-- TASK GOAL --
Copy every line of the entries that includes the word "dead".

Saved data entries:
+++

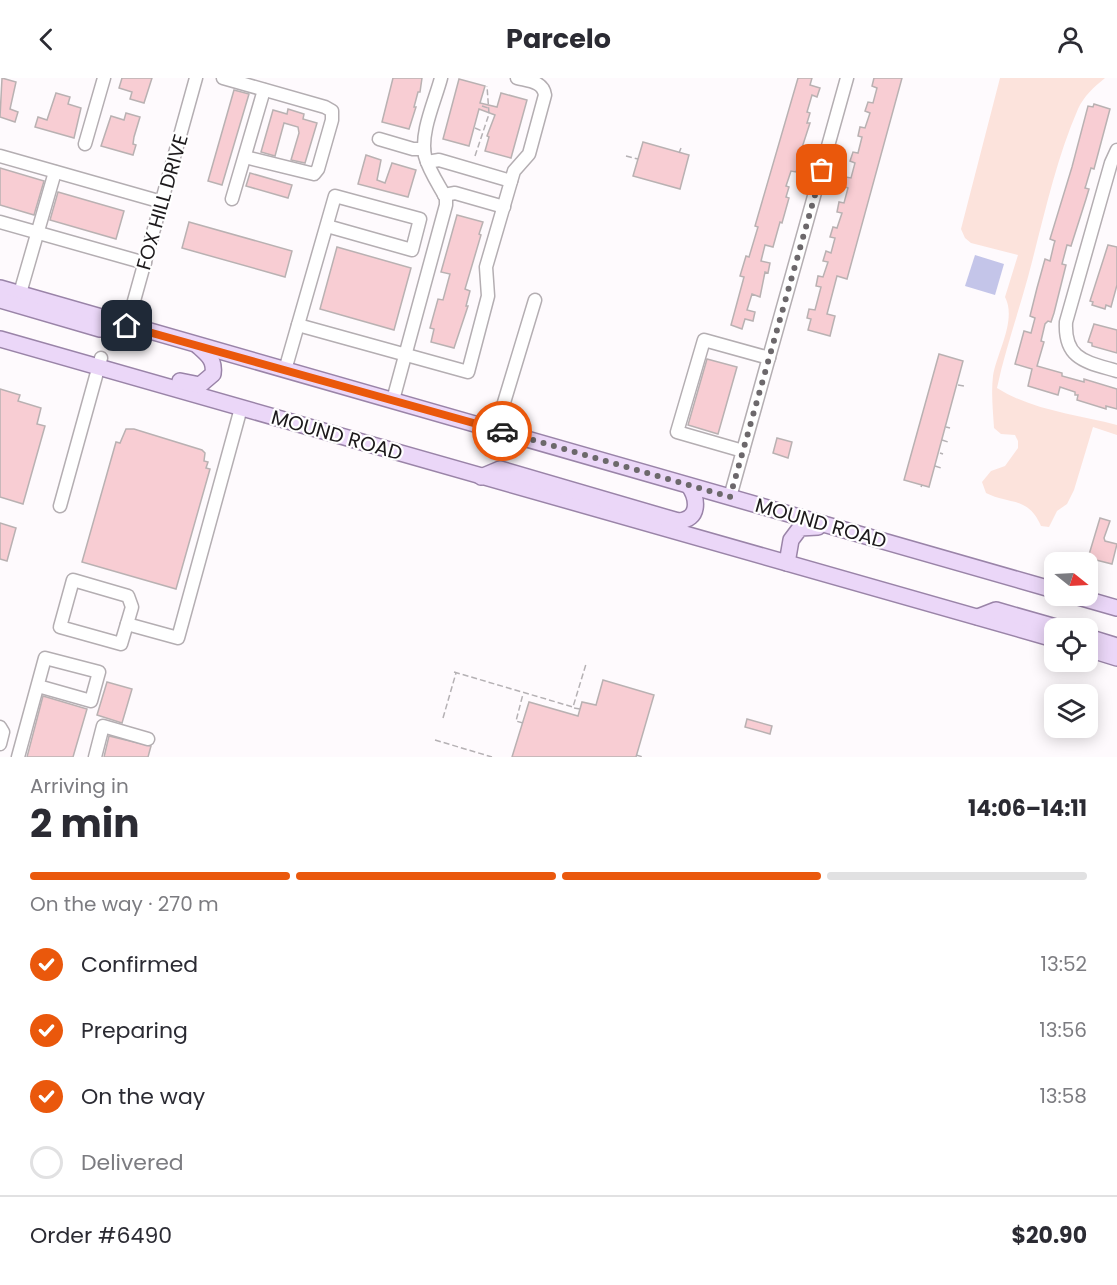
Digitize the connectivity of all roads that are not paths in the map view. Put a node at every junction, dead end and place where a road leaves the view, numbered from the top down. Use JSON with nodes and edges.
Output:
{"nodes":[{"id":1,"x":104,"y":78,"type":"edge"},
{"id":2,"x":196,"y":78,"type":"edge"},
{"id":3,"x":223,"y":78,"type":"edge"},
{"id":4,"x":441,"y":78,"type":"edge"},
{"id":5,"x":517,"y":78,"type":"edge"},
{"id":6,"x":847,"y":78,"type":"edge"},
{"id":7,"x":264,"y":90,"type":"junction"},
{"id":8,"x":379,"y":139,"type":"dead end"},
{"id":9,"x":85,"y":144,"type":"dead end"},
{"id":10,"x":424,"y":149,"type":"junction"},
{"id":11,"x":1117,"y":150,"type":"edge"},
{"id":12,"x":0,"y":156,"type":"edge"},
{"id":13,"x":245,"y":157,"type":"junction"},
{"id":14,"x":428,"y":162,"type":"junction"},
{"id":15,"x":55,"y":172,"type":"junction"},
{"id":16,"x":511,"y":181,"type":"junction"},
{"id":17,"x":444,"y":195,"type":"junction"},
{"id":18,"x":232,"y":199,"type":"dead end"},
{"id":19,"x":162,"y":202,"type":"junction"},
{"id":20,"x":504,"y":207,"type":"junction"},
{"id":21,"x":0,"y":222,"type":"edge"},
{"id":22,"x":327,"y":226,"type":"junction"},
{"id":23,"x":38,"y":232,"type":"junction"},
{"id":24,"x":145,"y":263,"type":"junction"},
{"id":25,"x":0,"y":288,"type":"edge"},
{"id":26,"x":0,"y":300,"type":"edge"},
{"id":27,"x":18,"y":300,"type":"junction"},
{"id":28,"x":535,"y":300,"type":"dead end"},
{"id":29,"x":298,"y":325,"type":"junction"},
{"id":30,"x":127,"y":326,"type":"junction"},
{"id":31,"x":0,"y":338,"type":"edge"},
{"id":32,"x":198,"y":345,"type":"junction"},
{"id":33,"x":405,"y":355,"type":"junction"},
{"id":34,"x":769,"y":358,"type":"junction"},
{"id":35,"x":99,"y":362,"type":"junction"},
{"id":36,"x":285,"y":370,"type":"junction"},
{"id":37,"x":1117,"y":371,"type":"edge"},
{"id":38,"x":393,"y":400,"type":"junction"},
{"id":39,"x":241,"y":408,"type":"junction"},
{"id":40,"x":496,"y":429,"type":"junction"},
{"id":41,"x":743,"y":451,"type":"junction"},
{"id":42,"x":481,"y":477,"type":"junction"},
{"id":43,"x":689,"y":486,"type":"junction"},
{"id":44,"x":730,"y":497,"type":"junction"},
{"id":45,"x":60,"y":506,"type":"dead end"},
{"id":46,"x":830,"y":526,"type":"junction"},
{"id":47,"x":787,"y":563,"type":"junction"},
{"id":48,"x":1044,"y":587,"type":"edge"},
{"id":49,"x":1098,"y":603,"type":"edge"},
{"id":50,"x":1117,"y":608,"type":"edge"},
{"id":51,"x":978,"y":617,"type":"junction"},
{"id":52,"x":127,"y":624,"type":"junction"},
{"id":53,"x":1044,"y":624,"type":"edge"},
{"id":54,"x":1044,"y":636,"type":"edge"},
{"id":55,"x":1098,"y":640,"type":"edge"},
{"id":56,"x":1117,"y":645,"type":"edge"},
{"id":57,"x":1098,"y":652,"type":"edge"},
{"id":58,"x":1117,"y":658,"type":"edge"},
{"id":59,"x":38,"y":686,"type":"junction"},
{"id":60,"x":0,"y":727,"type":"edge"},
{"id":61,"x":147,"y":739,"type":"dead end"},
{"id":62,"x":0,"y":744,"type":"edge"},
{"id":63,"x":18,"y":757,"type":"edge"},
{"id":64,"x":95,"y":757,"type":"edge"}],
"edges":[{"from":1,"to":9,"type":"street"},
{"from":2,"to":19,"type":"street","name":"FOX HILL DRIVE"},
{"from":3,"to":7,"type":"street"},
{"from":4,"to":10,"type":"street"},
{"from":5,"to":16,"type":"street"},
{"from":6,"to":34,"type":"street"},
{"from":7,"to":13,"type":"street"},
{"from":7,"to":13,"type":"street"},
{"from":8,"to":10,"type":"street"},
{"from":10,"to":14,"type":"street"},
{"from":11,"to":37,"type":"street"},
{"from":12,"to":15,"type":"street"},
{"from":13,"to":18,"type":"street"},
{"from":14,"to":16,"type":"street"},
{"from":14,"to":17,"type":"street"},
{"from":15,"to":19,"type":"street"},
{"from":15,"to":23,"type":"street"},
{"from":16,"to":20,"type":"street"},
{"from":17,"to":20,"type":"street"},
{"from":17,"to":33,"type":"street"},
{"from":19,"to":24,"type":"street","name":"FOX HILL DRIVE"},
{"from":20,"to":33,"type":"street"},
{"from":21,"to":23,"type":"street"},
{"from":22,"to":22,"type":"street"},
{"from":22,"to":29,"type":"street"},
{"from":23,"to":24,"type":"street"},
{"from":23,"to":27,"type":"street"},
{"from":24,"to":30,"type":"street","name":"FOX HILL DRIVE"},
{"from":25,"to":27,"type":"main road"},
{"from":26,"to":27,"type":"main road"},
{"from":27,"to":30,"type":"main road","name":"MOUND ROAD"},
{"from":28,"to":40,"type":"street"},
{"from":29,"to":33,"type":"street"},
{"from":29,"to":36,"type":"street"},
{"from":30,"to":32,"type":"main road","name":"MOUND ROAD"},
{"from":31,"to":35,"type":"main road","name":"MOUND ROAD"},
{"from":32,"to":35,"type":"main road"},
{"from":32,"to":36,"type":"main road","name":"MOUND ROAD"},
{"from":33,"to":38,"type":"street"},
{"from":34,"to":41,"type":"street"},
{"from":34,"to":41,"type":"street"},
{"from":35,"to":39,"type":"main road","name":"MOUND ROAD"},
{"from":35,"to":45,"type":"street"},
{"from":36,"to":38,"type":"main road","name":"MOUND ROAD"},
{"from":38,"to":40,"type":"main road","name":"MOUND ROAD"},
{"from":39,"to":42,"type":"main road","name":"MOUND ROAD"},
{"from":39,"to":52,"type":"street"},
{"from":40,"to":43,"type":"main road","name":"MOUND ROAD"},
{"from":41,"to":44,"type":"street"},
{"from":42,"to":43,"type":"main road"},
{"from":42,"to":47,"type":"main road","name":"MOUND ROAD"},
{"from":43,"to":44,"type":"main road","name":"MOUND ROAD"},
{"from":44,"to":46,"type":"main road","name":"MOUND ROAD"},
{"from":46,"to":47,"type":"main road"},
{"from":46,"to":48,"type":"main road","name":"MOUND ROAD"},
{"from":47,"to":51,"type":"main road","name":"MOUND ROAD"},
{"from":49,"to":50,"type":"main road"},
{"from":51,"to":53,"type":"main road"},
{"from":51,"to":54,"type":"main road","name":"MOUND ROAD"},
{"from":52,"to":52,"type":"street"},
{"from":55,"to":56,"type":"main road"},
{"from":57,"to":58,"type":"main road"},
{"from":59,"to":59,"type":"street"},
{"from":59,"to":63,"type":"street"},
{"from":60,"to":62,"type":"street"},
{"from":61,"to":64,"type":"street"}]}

+++

-- ANSWER TO THIS PROBLEM --
Digitize the connectivity of all roads that are not paths in the map view. Put a node at every junction, dead end and place where a road leaves the view, numbered from the top down. Use JSON with nodes and edges.
{"id":8,"x":379,"y":139,"type":"dead end"},
{"id":9,"x":85,"y":144,"type":"dead end"},
{"id":18,"x":232,"y":199,"type":"dead end"},
{"id":28,"x":535,"y":300,"type":"dead end"},
{"id":45,"x":60,"y":506,"type":"dead end"},
{"id":61,"x":147,"y":739,"type":"dead end"},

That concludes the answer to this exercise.